Dataset entries
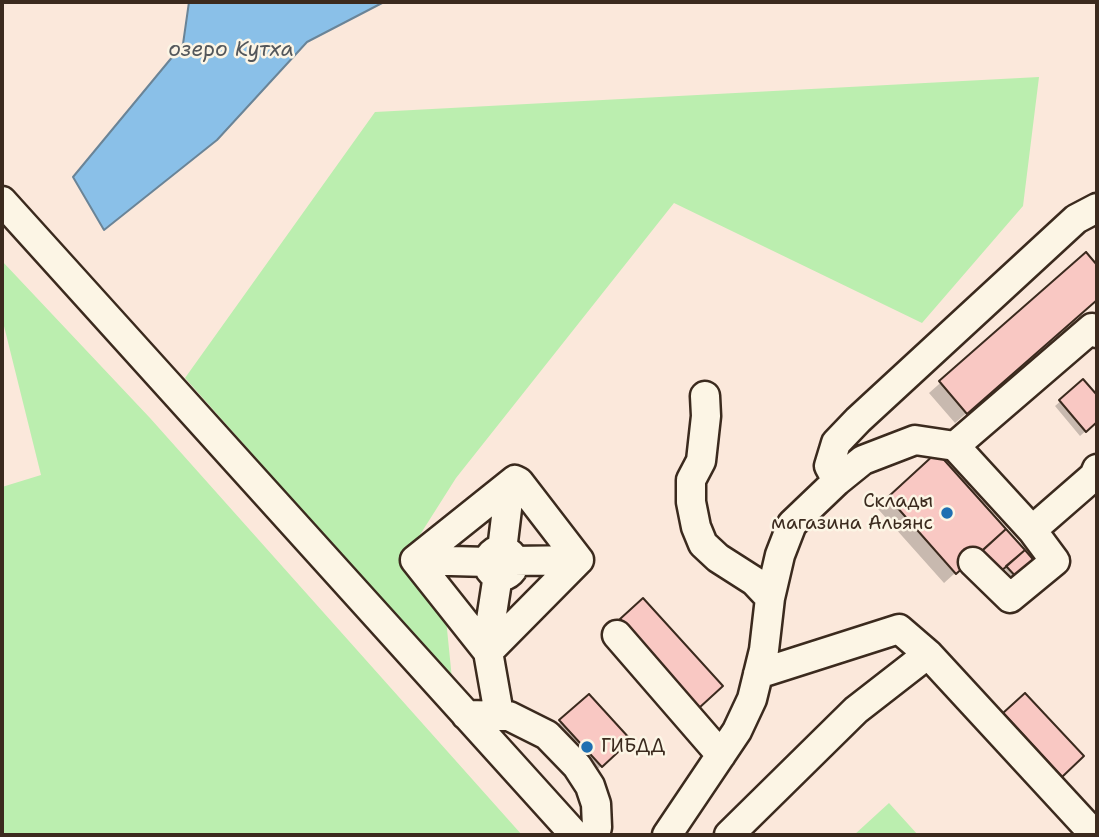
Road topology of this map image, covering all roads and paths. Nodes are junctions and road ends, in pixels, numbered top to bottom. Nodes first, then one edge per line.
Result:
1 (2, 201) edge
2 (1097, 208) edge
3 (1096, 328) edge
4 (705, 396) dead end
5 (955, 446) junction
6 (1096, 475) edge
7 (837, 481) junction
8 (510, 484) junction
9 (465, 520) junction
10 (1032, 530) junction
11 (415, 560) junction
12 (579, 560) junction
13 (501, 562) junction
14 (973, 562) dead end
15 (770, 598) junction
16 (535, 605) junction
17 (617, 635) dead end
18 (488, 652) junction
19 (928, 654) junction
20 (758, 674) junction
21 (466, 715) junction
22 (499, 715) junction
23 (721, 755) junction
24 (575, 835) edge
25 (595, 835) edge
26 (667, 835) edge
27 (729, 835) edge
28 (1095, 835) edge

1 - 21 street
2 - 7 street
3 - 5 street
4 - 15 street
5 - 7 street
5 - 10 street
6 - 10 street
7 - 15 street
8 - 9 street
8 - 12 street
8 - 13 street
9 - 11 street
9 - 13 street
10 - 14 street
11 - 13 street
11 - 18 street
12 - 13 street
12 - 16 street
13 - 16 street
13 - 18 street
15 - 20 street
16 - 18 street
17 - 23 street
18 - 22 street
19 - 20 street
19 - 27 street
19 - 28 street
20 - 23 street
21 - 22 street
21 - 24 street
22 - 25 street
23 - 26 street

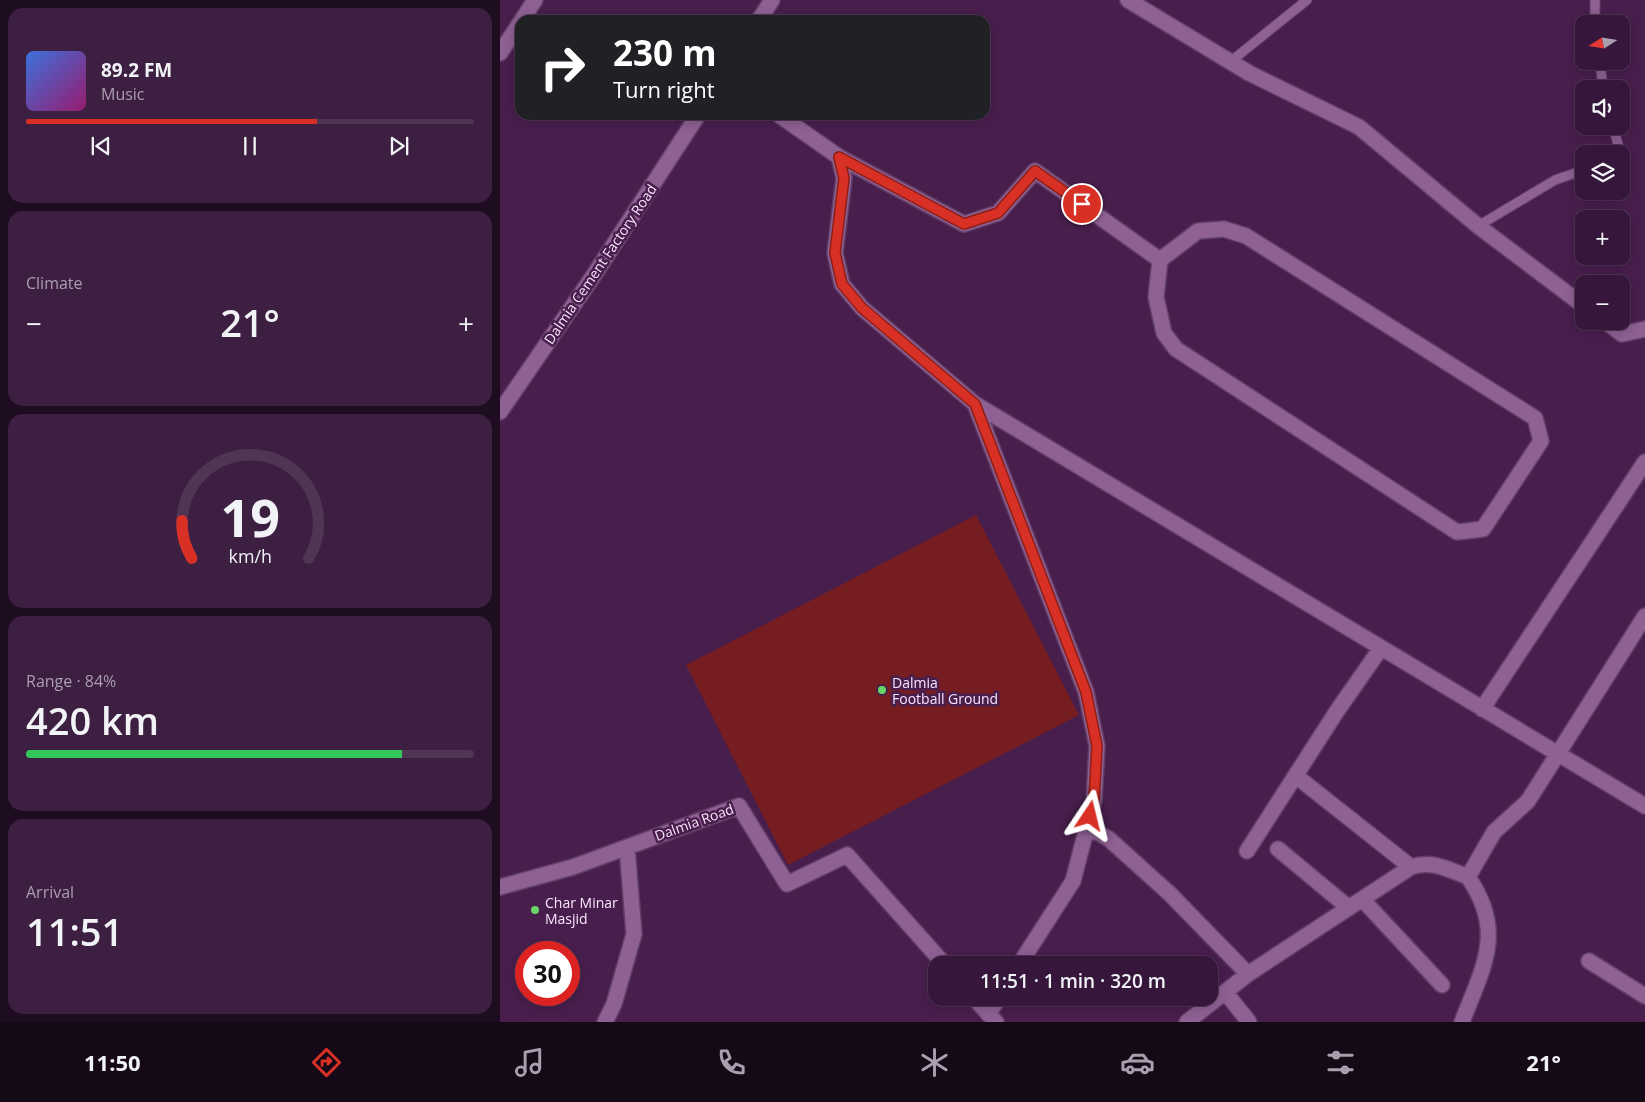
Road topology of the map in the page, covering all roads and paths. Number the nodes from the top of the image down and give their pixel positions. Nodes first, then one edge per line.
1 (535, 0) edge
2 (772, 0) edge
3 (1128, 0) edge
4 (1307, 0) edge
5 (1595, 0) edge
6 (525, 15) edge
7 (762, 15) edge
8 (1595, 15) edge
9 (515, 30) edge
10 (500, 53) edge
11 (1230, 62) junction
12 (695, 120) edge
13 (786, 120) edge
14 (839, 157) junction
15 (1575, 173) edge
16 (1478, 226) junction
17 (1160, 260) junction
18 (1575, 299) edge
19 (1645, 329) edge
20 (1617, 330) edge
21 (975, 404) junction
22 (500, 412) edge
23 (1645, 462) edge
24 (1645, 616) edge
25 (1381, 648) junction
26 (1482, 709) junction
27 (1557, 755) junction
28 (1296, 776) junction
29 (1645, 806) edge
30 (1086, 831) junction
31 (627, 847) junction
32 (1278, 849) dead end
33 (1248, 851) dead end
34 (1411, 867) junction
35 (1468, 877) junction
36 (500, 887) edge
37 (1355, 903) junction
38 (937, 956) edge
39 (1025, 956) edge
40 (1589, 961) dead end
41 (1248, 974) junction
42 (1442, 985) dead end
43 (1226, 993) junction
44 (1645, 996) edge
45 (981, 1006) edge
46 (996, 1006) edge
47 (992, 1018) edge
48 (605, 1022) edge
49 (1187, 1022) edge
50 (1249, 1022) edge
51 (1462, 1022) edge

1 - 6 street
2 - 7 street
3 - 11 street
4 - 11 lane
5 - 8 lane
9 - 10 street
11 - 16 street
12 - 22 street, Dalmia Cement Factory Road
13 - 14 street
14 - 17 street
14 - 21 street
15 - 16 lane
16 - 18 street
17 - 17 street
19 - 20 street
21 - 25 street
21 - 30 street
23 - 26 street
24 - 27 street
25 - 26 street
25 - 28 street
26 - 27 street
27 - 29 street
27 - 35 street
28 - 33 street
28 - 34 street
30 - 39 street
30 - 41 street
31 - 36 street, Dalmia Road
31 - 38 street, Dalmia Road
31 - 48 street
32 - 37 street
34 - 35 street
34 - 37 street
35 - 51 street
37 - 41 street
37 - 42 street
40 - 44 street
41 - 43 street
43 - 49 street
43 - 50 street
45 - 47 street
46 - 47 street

= Problem statement =
Beginning with the line that contains "Road topology of the", each line of the records above through the last one must be printed word for word.

= Task solution =
Road topology of the map in the page, covering all roads and paths. Number the nodes from the top of the image down and give their pixel positions. Nodes first, then one edge per line.
1 (535, 0) edge
2 (772, 0) edge
3 (1128, 0) edge
4 (1307, 0) edge
5 (1595, 0) edge
6 (525, 15) edge
7 (762, 15) edge
8 (1595, 15) edge
9 (515, 30) edge
10 (500, 53) edge
11 (1230, 62) junction
12 (695, 120) edge
13 (786, 120) edge
14 (839, 157) junction
15 (1575, 173) edge
16 (1478, 226) junction
17 (1160, 260) junction
18 (1575, 299) edge
19 (1645, 329) edge
20 (1617, 330) edge
21 (975, 404) junction
22 (500, 412) edge
23 (1645, 462) edge
24 (1645, 616) edge
25 (1381, 648) junction
26 (1482, 709) junction
27 (1557, 755) junction
28 (1296, 776) junction
29 (1645, 806) edge
30 (1086, 831) junction
31 (627, 847) junction
32 (1278, 849) dead end
33 (1248, 851) dead end
34 (1411, 867) junction
35 (1468, 877) junction
36 (500, 887) edge
37 (1355, 903) junction
38 (937, 956) edge
39 (1025, 956) edge
40 (1589, 961) dead end
41 (1248, 974) junction
42 (1442, 985) dead end
43 (1226, 993) junction
44 (1645, 996) edge
45 (981, 1006) edge
46 (996, 1006) edge
47 (992, 1018) edge
48 (605, 1022) edge
49 (1187, 1022) edge
50 (1249, 1022) edge
51 (1462, 1022) edge

1 - 6 street
2 - 7 street
3 - 11 street
4 - 11 lane
5 - 8 lane
9 - 10 street
11 - 16 street
12 - 22 street, Dalmia Cement Factory Road
13 - 14 street
14 - 17 street
14 - 21 street
15 - 16 lane
16 - 18 street
17 - 17 street
19 - 20 street
21 - 25 street
21 - 30 street
23 - 26 street
24 - 27 street
25 - 26 street
25 - 28 street
26 - 27 street
27 - 29 street
27 - 35 street
28 - 33 street
28 - 34 street
30 - 39 street
30 - 41 street
31 - 36 street, Dalmia Road
31 - 38 street, Dalmia Road
31 - 48 street
32 - 37 street
34 - 35 street
34 - 37 street
35 - 51 street
37 - 41 street
37 - 42 street
40 - 44 street
41 - 43 street
43 - 49 street
43 - 50 street
45 - 47 street
46 - 47 street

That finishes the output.